We both wondered if the halibut might be a little overcooked, since the texture was more firm than we expected. I think she liked some of the components of this dish more than the fish itself. A lot of it came home with us, and she invited me to finish it off the next day.
As for me, I chose the pan-seared lamb strip loin, since lamb is always one of my favorite meats (not “proteins”). I requested my lamb rare, and it came back perfectly rare. It was served with roasted root vegetables, baby brussels sprouts, beautiful thin-sliced radishes, and crispy fried parsnip chips over a bed of parsnip-celeriac Purée, with a juniper-cranberry-cabernet demi-glaze (a very rich, delicious, savory-sweet-tart reduction). 
I had to take a picture of the “back” of the dish too, because it was such a marvel to behold. It reminded me of the artful plating at the legendary Noma restaurant in Copenhagen (not that I’ll ever go to Noma, or probably even to Copenhagen), where the food looks like little terrarium environments for wee Danish fae.
While the lamb was cooked as well as lamb can be cooked, and the demi-glace was awesome, I must admit the dish lacked the strong flavors I always seek. It was on the bland side!
Because I had said in the reservation that we were celebrating my wife’s birthday, Charmaine brought us out a small slice of festive “funfetti” cake, which was unexpected and unnecessary, but sweet. Very, VERY sweet. The icing was pretty heavy and super-sweet.
For her actual dessert off the price fixe menu, my wife went with the chocolate-hazelnut tart, artfully presented with orbs of chocolate-hazelnut praline crémeux served over a long, thin chocolate shortbread cookie, topped with candied hazelnuts and decorated with dots of espresso crème anglaise. I didn’t try a nibble of this one, but she seemed to like it. 
I chose the lemon mousse and olive oil-poppyseed cake, which sounds a lot weirder than it actually was. The presentation was gorgeous for the small, rectangular Meyer lemon-olive oil cake, studded with poppyseeds, topped with lemon cream, and decorated with dots of blood orange gel. (Fancy chefs love gels!) The pretty latticework on top was the thinnest, crispiest , most delicate sugar structure, but maybe I’m wrong, because it almost felt like a delicate, crispy cookie. 
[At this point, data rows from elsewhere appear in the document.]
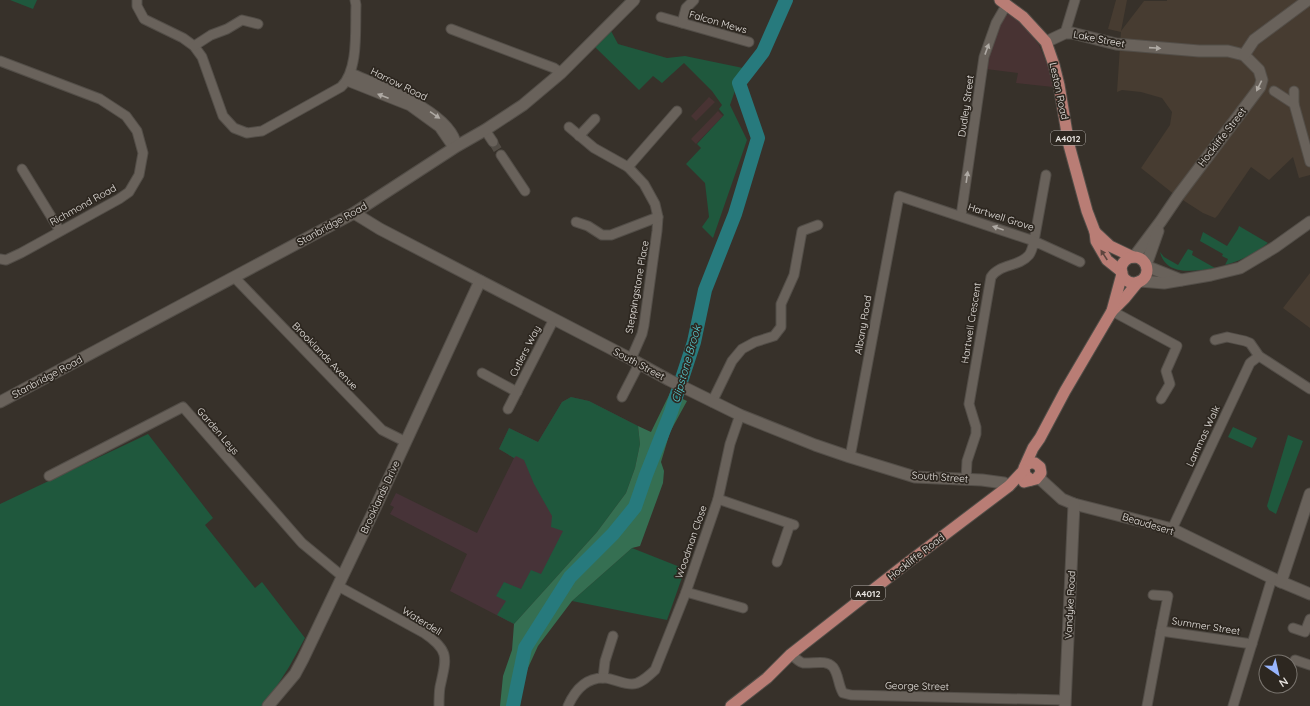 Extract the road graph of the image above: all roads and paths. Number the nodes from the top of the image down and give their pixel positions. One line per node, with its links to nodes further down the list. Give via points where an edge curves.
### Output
1 (137, 0): 15 (street, via 137,6 144,19)
2 (355, 0): 18 (street)
3 (634, 0): 19 (street, Stanbridge Road)
4 (694, 0): 9 (street, Falcon Mews, via 686,8)
5 (1075, 0): 12 (street)
6 (1003, 2): 14 (main road, A4012, via 1023,16); 39 (street, Dudley Street, one-way to 6, via 984,57)
7 (1304, 3): 16 (street, via 1254,40)
8 (661, 17): 9 (street, Falcon Mews)
9 (682, 23): 13 (street, Falcon Mews)
10 (258, 24): 15 (street, via 242,20)
11 (451, 29): 19 (street, via 554,68)
12 (1065, 34): 14 (street, Lake Street); 16 (street, Lake Street, one-way to 16, via 1081,35 1116,44 1228,51)
13 (749, 42)
14 (1046, 42): 46 (main road, Leston Road / A4012, via 1059,85 1071,152)
15 (194, 46): 20 (street, via 202,57 223,116 234,128 247,133 262,131 341,87)
16 (1244, 55): 41 (street, Hockliffe Street, one-way to 41, via 1259,70 1262,84)
17 (0, 61): 45 (street, Richmond Road, via 100,99 126,116 137,131 143,153 139,175 129,192)
18 (351, 73): 20 (street); 30 (street, Harrow Road, one-way to 30, via 413,100 442,120 456,139)
19 (561, 73): 27 (street, Stanbridge Road, via 523,105)
20 (347, 81): 30 (street, Harrow Road, one-way to 20, via 450,143 439,127 410,106)
21 (1274, 91): 23 (street)
22 (1294, 91): 23 (street)
23 (1294, 104): 32 (street)
24 (677, 111): 33 (street)
25 (595, 119): 28 (street)
26 (569, 127): 28 (street, Steppingstone Place)
27 (485, 130): 29 (street); 30 (street, Stanbridge Road)
28 (579, 136): 33 (street, Steppingstone Place, via 594,148)
29 (493, 142)
30 (457, 146): 38 (street, Stanbridge Road)
31 (502, 155): 36 (street)
32 (1310, 162)
33 (628, 167): 40 (street, Steppingstone Place, via 644,184 656,204)
34 (22, 169): 45 (street)
35 (1046, 175): 47 (street, Hartwell Grove)
36 (525, 191)
37 (899, 196): 39 (street, Hartwell Grove); 73 (street, Albany Road)
38 (354, 212): 53 (street, Stanbridge Road); 55 (street, South Street, via 380,229)
39 (961, 216): 47 (street, Hartwell Grove, one-way to 39)
40 (658, 217): 42 (street, Steppingstone Place, via 611,235 602,235); 61 (street, Steppingstone Place, via 642,334)
41 (1161, 221): 48 (street, Hockliffe Street); 51 (street, Hockliffe Street)
42 (576, 222)
43 (1310, 222): 54 (street, via 1240,268)
44 (818, 225): 68 (street, via 802,231 794,274 781,304 781,327 774,336 742,349 732,361)
45 (60, 231): 49 (street, Richmond Road, via 22,253 6,260)
46 (1095, 232): 48 (main road, Leston Road / A4012, via 1110,246); 52 (main road, Leston Road / A4012, one-way to 46, via 1107,260 1096,241)
47 (1034, 241): 50 (street); 78 (street, Hartwell Crescent, via 1026,258 996,271 990,280 969,404 976,434 967,461)
48 (1133, 257): 51 (main road, via 1141,259); 52 (main road, via 1123,264)
49 (0, 259)
50 (1080, 262)
51 (1146, 265): 54 (street); 56 (main road, via 1145,276)
52 (1122, 273): 56 (main road, via 1130,282); 57 (main road)
53 (234, 277): 67 (street, Stanbridge Road); 72 (street, Brooklands Avenue, via 382,430)
54 (1182, 280): 56 (street, via 1164,283)
55 (480, 281): 58 (street, South Street); 72 (street, Brooklands Drive)
56 (1139, 281): 57 (main road)
57 (1112, 311): 66 (street, via 1177,346 1166,370 1170,384); 71 (main road)
58 (554, 320): 61 (street, South Street); 64 (street, Cutlers Way)
59 (1215, 340): 60 (street, via 1227,336 1245,341 1250,343)
60 (1258, 356): 63 (street); 84 (street, Lammas Walk, via 1250,363)
61 (635, 361): 65 (street, Steppingstone Place); 68 (street, South Street)
62 (482, 373): 64 (street, Cutlers Way)
63 (1310, 389)
64 (517, 392): 69 (street, Cutlers Way)
65 (622, 397)
66 (1161, 399)
67 (0, 402)
68 (712, 402): 70 (street, South Street)
69 (508, 409)
70 (740, 415): 73 (street, South Street); 81 (street, Woodman Close, via 730,444)
71 (1040, 438): 74 (main road); 75 (main road)
72 (406, 442): 87 (street, Brooklands Drive)
73 (850, 457): 78 (street, South Street, via 915,477)
74 (1038, 465): 75 (main road, via 1033,462); 77 (main road, via 1041,470)
75 (1025, 468): 77 (main road, via 1026,477); 79 (main road, Hockliffe Road / A4012)
76 (49, 476): 87 (street, Garden Leys, via 183,407 302,543)
77 (1035, 479): 79 (main road, Hockliffe Road / A4012); 82 (street, Beaudesert, via 1062,499)
78 (966, 480): 79 (street, South Street, via 982,480)
79 (1010, 486): 97 (main road, Hockliffe Road / A4012)
80 (1310, 494): 83 (street)
81 (718, 499): 85 (street, Woodman Close, via 792,524); 88 (street, Woodman Close)
82 (1074, 504): 84 (street, Beaudesert); 101 (street, Vandyke Road)
83 (1307, 516): 86 (street)
84 (1172, 529): 86 (street, Beaudesert)
85 (777, 562)
86 (1277, 580): 89 (street, Beaudesert); 96 (street)
87 (340, 581): 102 (street, Brooklands Drive, via 303,659 290,680); 103 (street, Waterdell, via 424,633 440,646 446,659 446,666)
88 (686, 592): 91 (street, Woodman Close); 100 (street, Woodman Close, via 656,670 633,684)
89 (1310, 594)
90 (1153, 595): 94 (street, via 1168,596)
91 (743, 608)
92 (1310, 619): 93 (street, via 1305,632)
93 (1293, 628)
94 (1161, 631): 96 (street, Summer Street); 106 (street, Summer Street)
95 (613, 636): 100 (street)
96 (1252, 644): 107 (street)
97 (791, 654): 101 (street, George Street, via 802,663 826,663 832,666 843,693 851,695); 105 (main road, Hockliffe Road / A4012, via 767,678)
98 (1298, 661): 99 (street)
99 (1310, 665)
100 (603, 678): 104 (street, Woodman Close, via 589,680 579,687)
101 (1065, 703)
102 (268, 706)
103 (439, 706)
104 (568, 706)
105 (731, 706)
106 (1147, 706)
107 (1233, 706) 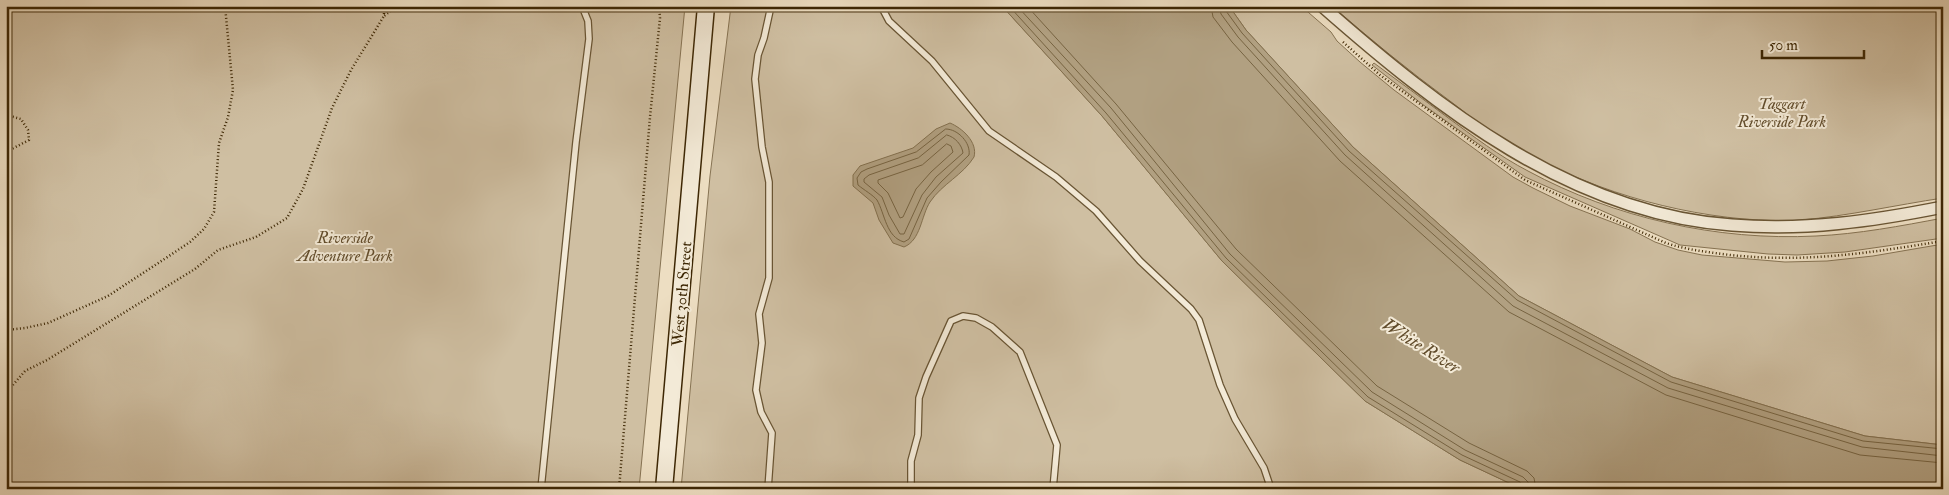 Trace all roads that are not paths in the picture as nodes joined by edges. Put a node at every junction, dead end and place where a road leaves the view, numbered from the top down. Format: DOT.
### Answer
graph roads {
  1 [pos="582,6"];
  2 [pos="706,6"];
  3 [pos="771,6"];
  4 [pos="881,6"];
  5 [pos="1322,6"];
  6 [pos="1943,207"];
  7 [pos="540,489"];
  8 [pos="664,489"];
  9 [pos="768,489"];
  10 [pos="911,489"];
  11 [pos="1053,489"];
  12 [pos="1271,489"];
  1 -- 7 [label="lane"];
  2 -- 8 [label="main road, West 30th Street"];
  3 -- 9 [label="lane"];
  4 -- 12 [label="lane"];
  5 -- 6 [label="street"];
  10 -- 11 [label="lane"];
}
After the hour drive down to Disney property and the long, luxurious birthday dinner, my wife didn’t feel like sticking around for the fireworks or revisiting the 1988 Saboscrivner family monorail tour, so we headed for home. Both of us agreed that we were glad we went to the California Grill, but nothing amazed or astonished us enough to return. This will be a true one-and-done experience for us — nothing was bad by any means, but for that kind of a schlep, and at those prices, there are old favorites we would rather return to and plenty of other restaurants to try out for future special occasions. That said, I appreciated how pleasant they made our experience, with top-notch service and no stodgy, stuffy, precious pretentiousness.
Don’t worry, folks. After this excursion into fine Disney dining and last week’s review of one of the best meals I’ve ever eaten (in Miami, no less!), I’ll be back to waxing poetic about sandwiches, discovering delis, and obsessing over sardines and mustards soon enough. My vox populi is never gone for long!